Task goal:
Below is a block of records: output all of them exactly and leave out the pictures.

Entries shown:
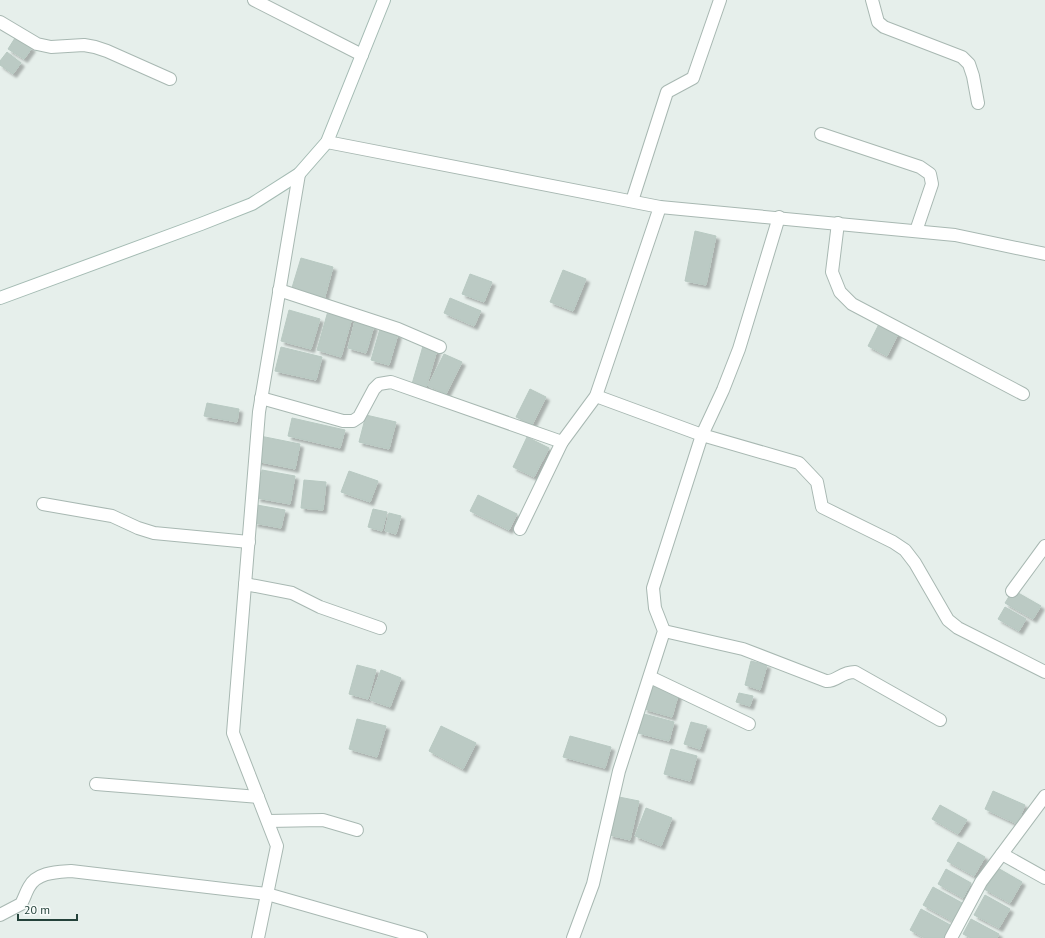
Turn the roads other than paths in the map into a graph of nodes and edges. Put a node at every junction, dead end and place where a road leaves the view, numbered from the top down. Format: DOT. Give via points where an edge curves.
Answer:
graph roads {
  1 [pos="254,0"];
  2 [pos="384,0"];
  3 [pos="720,0"];
  4 [pos="872,0"];
  5 [pos="0,22"];
  6 [pos="362,55"];
  7 [pos="170,79"];
  8 [pos="978,103"];
  9 [pos="821,134"];
  10 [pos="326,142"];
  11 [pos="299,174"];
  12 [pos="632,201"];
  13 [pos="660,207"];
  14 [pos="779,217"];
  15 [pos="838,223"];
  16 [pos="916,231"];
  17 [pos="1045,254"];
  18 [pos="279,290"];
  19 [pos="0,298"];
  20 [pos="440,347"];
  21 [pos="1023,394"];
  22 [pos="596,396"];
  23 [pos="261,398"];
  24 [pos="702,434"];
  25 [pos="562,442"];
  26 [pos="43,504"];
  27 [pos="520,529"];
  28 [pos="248,542"];
  29 [pos="1045,546"];
  30 [pos="245,584"];
  31 [pos="1012,591"];
  32 [pos="380,628"];
  33 [pos="664,631"];
  34 [pos="1045,672"];
  35 [pos="650,676"];
  36 [pos="940,720"];
  37 [pos="749,724"];
  38 [pos="96,784"];
  39 [pos="1045,796"];
  40 [pos="258,797"];
  41 [pos="268,821"];
  42 [pos="357,830"];
  43 [pos="1002,854"];
  44 [pos="1045,878"];
  45 [pos="267,894"];
  46 [pos="0,914"];
  47 [pos="258,938"];
  48 [pos="421,938"];
  49 [pos="573,938"];
  50 [pos="951,938"];
  1 -- 6 [label="street"];
  2 -- 6 [label="street"];
  3 -- 12 [label="street" via="693,78 667,92"];
  4 -- 8 [label="street" via="878,22 884,27 962,57 969,64"];
  5 -- 7 [label="street" via="37,44 51,47 95,47"];
  6 -- 10 [label="street"];
  9 -- 16 [label="street" via="920,167 930,174 932,184"];
  10 -- 11 [label="street"];
  10 -- 12 [label="street"];
  11 -- 18 [label="street"];
  11 -- 19 [label="street" via="252,204"];
  12 -- 13 [label="street"];
  13 -- 14 [label="street"];
  13 -- 22 [label="street"];
  14 -- 15 [label="street"];
  14 -- 24 [label="street" via="739,349"];
  15 -- 16 [label="street"];
  15 -- 21 [label="street" via="832,272 840,292 852,304"];
  16 -- 17 [label="street" via="956,235"];
  18 -- 20 [label="street" via="398,329"];
  18 -- 23 [label="street"];
  22 -- 24 [label="street"];
  22 -- 25 [label="street"];
  23 -- 25 [label="street" via="343,421 352,421 359,417 379,384 391,382"];
  23 -- 28 [label="street"];
  24 -- 33 [label="street" via="653,588 655,608"];
  24 -- 34 [label="street" via="799,463 817,482 822,507 905,550 948,620 958,628"];
  25 -- 27 [label="street"];
  26 -- 28 [label="street" via="112,516 154,533"];
  28 -- 30 [label="street"];
  29 -- 31 [label="street"];
  30 -- 32 [label="street" via="292,593 320,607"];
  30 -- 40 [label="street" via="233,733"];
  33 -- 35 [label="street"];
  33 -- 36 [label="street" via="743,649 830,682 842,674 855,672"];
  35 -- 37 [label="street"];
  35 -- 49 [label="street" via="619,772 593,884"];
  38 -- 40 [label="street"];
  39 -- 43 [label="street"];
  40 -- 41 [label="street"];
  41 -- 42 [label="street" via="323,820"];
  41 -- 45 [label="street" via="277,846"];
  43 -- 44 [label="street"];
  43 -- 50 [label="street" via="981,882"];
  45 -- 46 [label="street" via="71,871 49,873 36,879 29,886 21,904"];
  45 -- 47 [label="street"];
  45 -- 48 [label="street"];
}
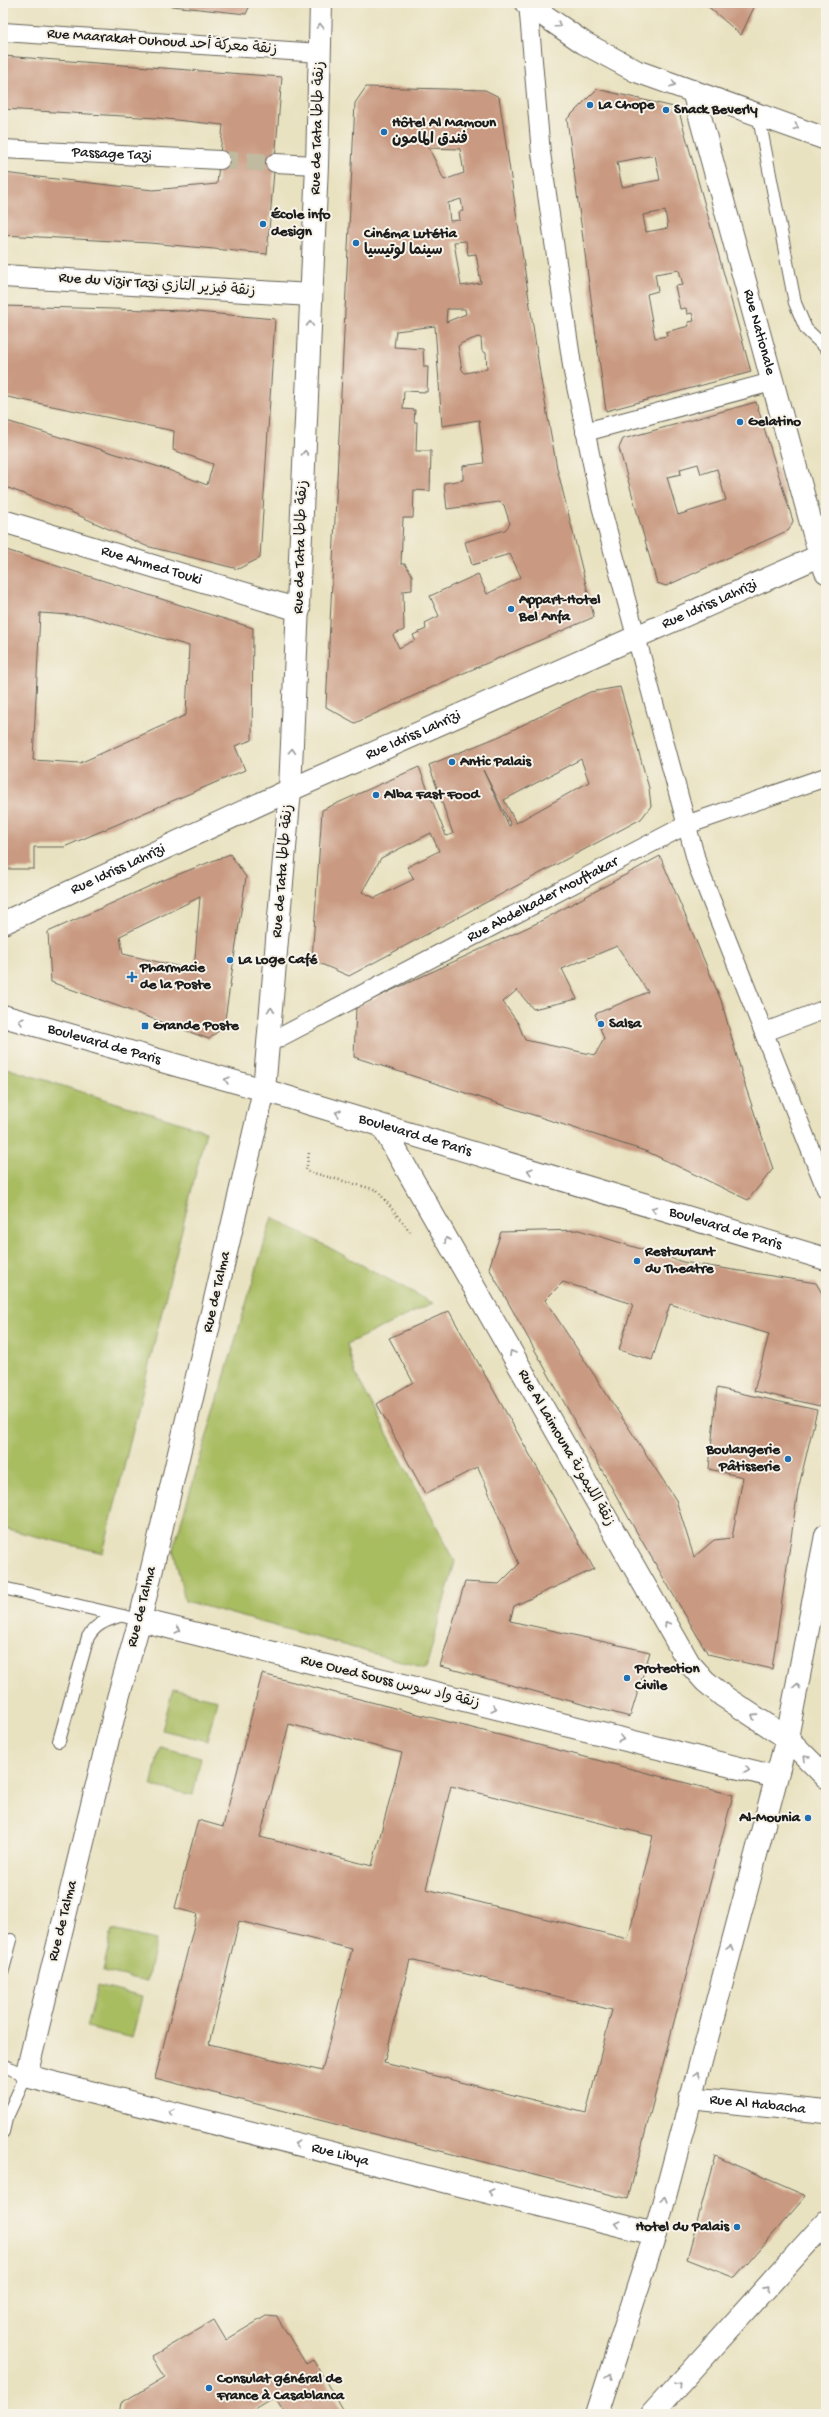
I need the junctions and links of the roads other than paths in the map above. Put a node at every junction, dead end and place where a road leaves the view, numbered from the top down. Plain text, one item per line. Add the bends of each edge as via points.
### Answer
1 (321, 3) edge
2 (527, 3) edge
3 (3, 32) edge
4 (320, 53) junction
5 (693, 91) junction
6 (758, 113) junction
7 (826, 138) edge
8 (3, 150) edge
9 (220, 160) tunnel mouth
10 (275, 163) tunnel mouth
11 (317, 165) junction
12 (3, 276) edge
13 (311, 295) junction
14 (826, 348) edge
15 (772, 382) junction
16 (585, 432) junction
17 (3, 521) edge
18 (824, 560) edge
19 (299, 610) junction
20 (636, 639) junction
21 (826, 777) edge
22 (290, 790) junction
23 (686, 825) junction
24 (3, 923) edge
25 (826, 1009) edge
26 (3, 1016) edge
27 (765, 1032) junction
28 (269, 1042) junction
29 (264, 1090) junction
30 (382, 1126) junction
31 (826, 1189) edge
32 (826, 1259) edge
33 (826, 1535) edge
34 (3, 1588) edge
35 (119, 1616) junction
36 (140, 1620) junction
37 (787, 1738) junction
38 (60, 1741) dead end
39 (776, 1777) junction
40 (826, 1778) edge
41 (11, 1940) dead end
42 (3, 1970) edge
43 (3, 2065) edge
44 (26, 2076) junction
45 (690, 2098) junction
46 (826, 2112) edge
47 (5, 2119) edge
48 (3, 2132) edge
49 (826, 2222) edge
50 (655, 2234) junction
51 (597, 2414) edge
52 (652, 2414) edge

4 -> 1 street, Rue de Tata زنقة طاطا
2 -> 5 street via 584,44 636,71
2 - 16 street via 541,153 573,372
3 - 4 street, Rue Maarakat Ouhoud زنقة معركة أحد
4 - 11 street, Rue de Tata زنقة طاطا
5 - 6 street
5 - 15 street, Rue Nationale
6 -> 7 street
6 - 14 lane via 795,303 806,329
8 - 9 street, Passage Tazi
10 - 11 street
11 - 13 street, Rue de Tata زنقة طاطا
12 - 13 street, Rue du Vizir Tazi زنقة فيزير التازي
19 -> 13 street, Rue de Tata زنقة طاطا
15 - 16 street
15 - 18 street, Rue Nationale
16 - 20 street via 603,514
17 - 19 street, Rue Ahmed Touki
18 - 20 street, Rue Idriss Lahrizi
22 -> 19 street, Rue de Tata زنقة طاطا
20 - 22 street, Rue Idriss Lahrizi
20 - 23 street
21 - 23 street, Rue Abdelkader Mouftakar
22 - 24 street, Rue Idriss Lahrizi
28 -> 22 street, Rue de Tata زنقة طاطا
23 - 27 street via 704,882
23 - 28 street, Rue Abdelkader Mouftakar
25 - 27 street
29 -> 26 street, Boulevard de Paris
27 - 31 street
28 - 29 street, Rue de Tata زنقة طاطا
30 -> 29 street, Boulevard de Paris
29 - 36 street, Rue de Talma
32 -> 30 street, Boulevard de Paris
37 -> 30 street, Rue Al Laimouna زنقة الليمونة via 723,1696 689,1663
37 -> 33 street
34 - 35 lane, Rue Oued Souss زنقة واد سوس
35 - 36 lane, Rue Oued Souss زنقة واد سوس
35 - 38 lane via 102,1621 88,1636
36 -> 39 street, Rue Oued Souss زنقة واد سوس
36 - 44 street, Rue de Talma via 118,1698
37 - 39 street
40 -> 37 street, Rue Al Laimouna زنقة الليمونة
45 -> 39 street
41 - 42 lane
43 - 44 lane
44 - 47 lane, Rue de Talma
50 -> 44 street, Rue Libya
45 - 46 street, Rue Al Habacha
50 -> 45 street
47 - 48 lane, Rue de Talma
52 -> 49 street
51 -> 50 street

The completed task:
Turn the roads other than paths in the map into a graph of nodes and edges. Put a node at every junction, dead end and place where a road leaves the view, numbered from the top down. Format: DOT. Give via points where an edge curves.
Answer:
graph roads {
  1 [pos="254,0"];
  2 [pos="384,0"];
  3 [pos="720,0"];
  4 [pos="872,0"];
  5 [pos="0,22"];
  6 [pos="362,55"];
  7 [pos="170,79"];
  8 [pos="978,103"];
  9 [pos="821,134"];
  10 [pos="326,142"];
  11 [pos="299,174"];
  12 [pos="632,201"];
  13 [pos="660,207"];
  14 [pos="779,217"];
  15 [pos="838,223"];
  16 [pos="916,231"];
  17 [pos="1045,254"];
  18 [pos="279,290"];
  19 [pos="0,298"];
  20 [pos="440,347"];
  21 [pos="1023,394"];
  22 [pos="596,396"];
  23 [pos="261,398"];
  24 [pos="702,434"];
  25 [pos="562,442"];
  26 [pos="43,504"];
  27 [pos="520,529"];
  28 [pos="248,542"];
  29 [pos="1045,546"];
  30 [pos="245,584"];
  31 [pos="1012,591"];
  32 [pos="380,628"];
  33 [pos="664,631"];
  34 [pos="1045,672"];
  35 [pos="650,676"];
  36 [pos="940,720"];
  37 [pos="749,724"];
  38 [pos="96,784"];
  39 [pos="1045,796"];
  40 [pos="258,797"];
  41 [pos="268,821"];
  42 [pos="357,830"];
  43 [pos="1002,854"];
  44 [pos="1045,878"];
  45 [pos="267,894"];
  46 [pos="0,914"];
  47 [pos="258,938"];
  48 [pos="421,938"];
  49 [pos="573,938"];
  50 [pos="951,938"];
  1 -- 6 [label="street"];
  2 -- 6 [label="street"];
  3 -- 12 [label="street" via="693,78 667,92"];
  4 -- 8 [label="street" via="878,22 884,27 962,57 969,64"];
  5 -- 7 [label="street" via="37,44 51,47 95,47"];
  6 -- 10 [label="street"];
  9 -- 16 [label="street" via="920,167 930,174 932,184"];
  10 -- 11 [label="street"];
  10 -- 12 [label="street"];
  11 -- 18 [label="street"];
  11 -- 19 [label="street" via="252,204"];
  12 -- 13 [label="street"];
  13 -- 14 [label="street"];
  13 -- 22 [label="street"];
  14 -- 15 [label="street"];
  14 -- 24 [label="street" via="739,349"];
  15 -- 16 [label="street"];
  15 -- 21 [label="street" via="832,272 840,292 852,304"];
  16 -- 17 [label="street" via="956,235"];
  18 -- 20 [label="street" via="398,329"];
  18 -- 23 [label="street"];
  22 -- 24 [label="street"];
  22 -- 25 [label="street"];
  23 -- 25 [label="street" via="343,421 352,421 359,417 379,384 391,382"];
  23 -- 28 [label="street"];
  24 -- 33 [label="street" via="653,588 655,608"];
  24 -- 34 [label="street" via="799,463 817,482 822,507 905,550 948,620 958,628"];
  25 -- 27 [label="street"];
  26 -- 28 [label="street" via="112,516 154,533"];
  28 -- 30 [label="street"];
  29 -- 31 [label="street"];
  30 -- 32 [label="street" via="292,593 320,607"];
  30 -- 40 [label="street" via="233,733"];
  33 -- 35 [label="street"];
  33 -- 36 [label="street" via="743,649 830,682 842,674 855,672"];
  35 -- 37 [label="street"];
  35 -- 49 [label="street" via="619,772 593,884"];
  38 -- 40 [label="street"];
  39 -- 43 [label="street"];
  40 -- 41 [label="street"];
  41 -- 42 [label="street" via="323,820"];
  41 -- 45 [label="street" via="277,846"];
  43 -- 44 [label="street"];
  43 -- 50 [label="street" via="981,882"];
  45 -- 46 [label="street" via="71,871 49,873 36,879 29,886 21,904"];
  45 -- 47 [label="street"];
  45 -- 48 [label="street"];
}
I need the junctions and links of the roads other than paths in the map above. Put a node at every junction, dead end and place where a road leaves the view, numbered from the top down. Plain text, one item per line. Add the bends of each edge as via points.
### Answer
1 (321, 3) edge
2 (527, 3) edge
3 (3, 32) edge
4 (320, 53) junction
5 (693, 91) junction
6 (758, 113) junction
7 (826, 138) edge
8 (3, 150) edge
9 (220, 160) tunnel mouth
10 (275, 163) tunnel mouth
11 (317, 165) junction
12 (3, 276) edge
13 (311, 295) junction
14 (826, 348) edge
15 (772, 382) junction
16 (585, 432) junction
17 (3, 521) edge
18 (824, 560) edge
19 (299, 610) junction
20 (636, 639) junction
21 (826, 777) edge
22 (290, 790) junction
23 (686, 825) junction
24 (3, 923) edge
25 (826, 1009) edge
26 (3, 1016) edge
27 (765, 1032) junction
28 (269, 1042) junction
29 (264, 1090) junction
30 (382, 1126) junction
31 (826, 1189) edge
32 (826, 1259) edge
33 (826, 1535) edge
34 (3, 1588) edge
35 (119, 1616) junction
36 (140, 1620) junction
37 (787, 1738) junction
38 (60, 1741) dead end
39 (776, 1777) junction
40 (826, 1778) edge
41 (11, 1940) dead end
42 (3, 1970) edge
43 (3, 2065) edge
44 (26, 2076) junction
45 (690, 2098) junction
46 (826, 2112) edge
47 (5, 2119) edge
48 (3, 2132) edge
49 (826, 2222) edge
50 (655, 2234) junction
51 (597, 2414) edge
52 (652, 2414) edge

4 -> 1 street, Rue de Tata زنقة طاطا
2 -> 5 street via 584,44 636,71
2 - 16 street via 541,153 573,372
3 - 4 street, Rue Maarakat Ouhoud زنقة معركة أحد
4 - 11 street, Rue de Tata زنقة طاطا
5 - 6 street
5 - 15 street, Rue Nationale
6 -> 7 street
6 - 14 lane via 795,303 806,329
8 - 9 street, Passage Tazi
10 - 11 street
11 - 13 street, Rue de Tata زنقة طاطا
12 - 13 street, Rue du Vizir Tazi زنقة فيزير التازي
19 -> 13 street, Rue de Tata زنقة طاطا
15 - 16 street
15 - 18 street, Rue Nationale
16 - 20 street via 603,514
17 - 19 street, Rue Ahmed Touki
18 - 20 street, Rue Idriss Lahrizi
22 -> 19 street, Rue de Tata زنقة طاطا
20 - 22 street, Rue Idriss Lahrizi
20 - 23 street
21 - 23 street, Rue Abdelkader Mouftakar
22 - 24 street, Rue Idriss Lahrizi
28 -> 22 street, Rue de Tata زنقة طاطا
23 - 27 street via 704,882
23 - 28 street, Rue Abdelkader Mouftakar
25 - 27 street
29 -> 26 street, Boulevard de Paris
27 - 31 street
28 - 29 street, Rue de Tata زنقة طاطا
30 -> 29 street, Boulevard de Paris
29 - 36 street, Rue de Talma
32 -> 30 street, Boulevard de Paris
37 -> 30 street, Rue Al Laimouna زنقة الليمونة via 723,1696 689,1663
37 -> 33 street
34 - 35 lane, Rue Oued Souss زنقة واد سوس
35 - 36 lane, Rue Oued Souss زنقة واد سوس
35 - 38 lane via 102,1621 88,1636
36 -> 39 street, Rue Oued Souss زنقة واد سوس
36 - 44 street, Rue de Talma via 118,1698
37 - 39 street
40 -> 37 street, Rue Al Laimouna زنقة الليمونة
45 -> 39 street
41 - 42 lane
43 - 44 lane
44 - 47 lane, Rue de Talma
50 -> 44 street, Rue Libya
45 - 46 street, Rue Al Habacha
50 -> 45 street
47 - 48 lane, Rue de Talma
52 -> 49 street
51 -> 50 street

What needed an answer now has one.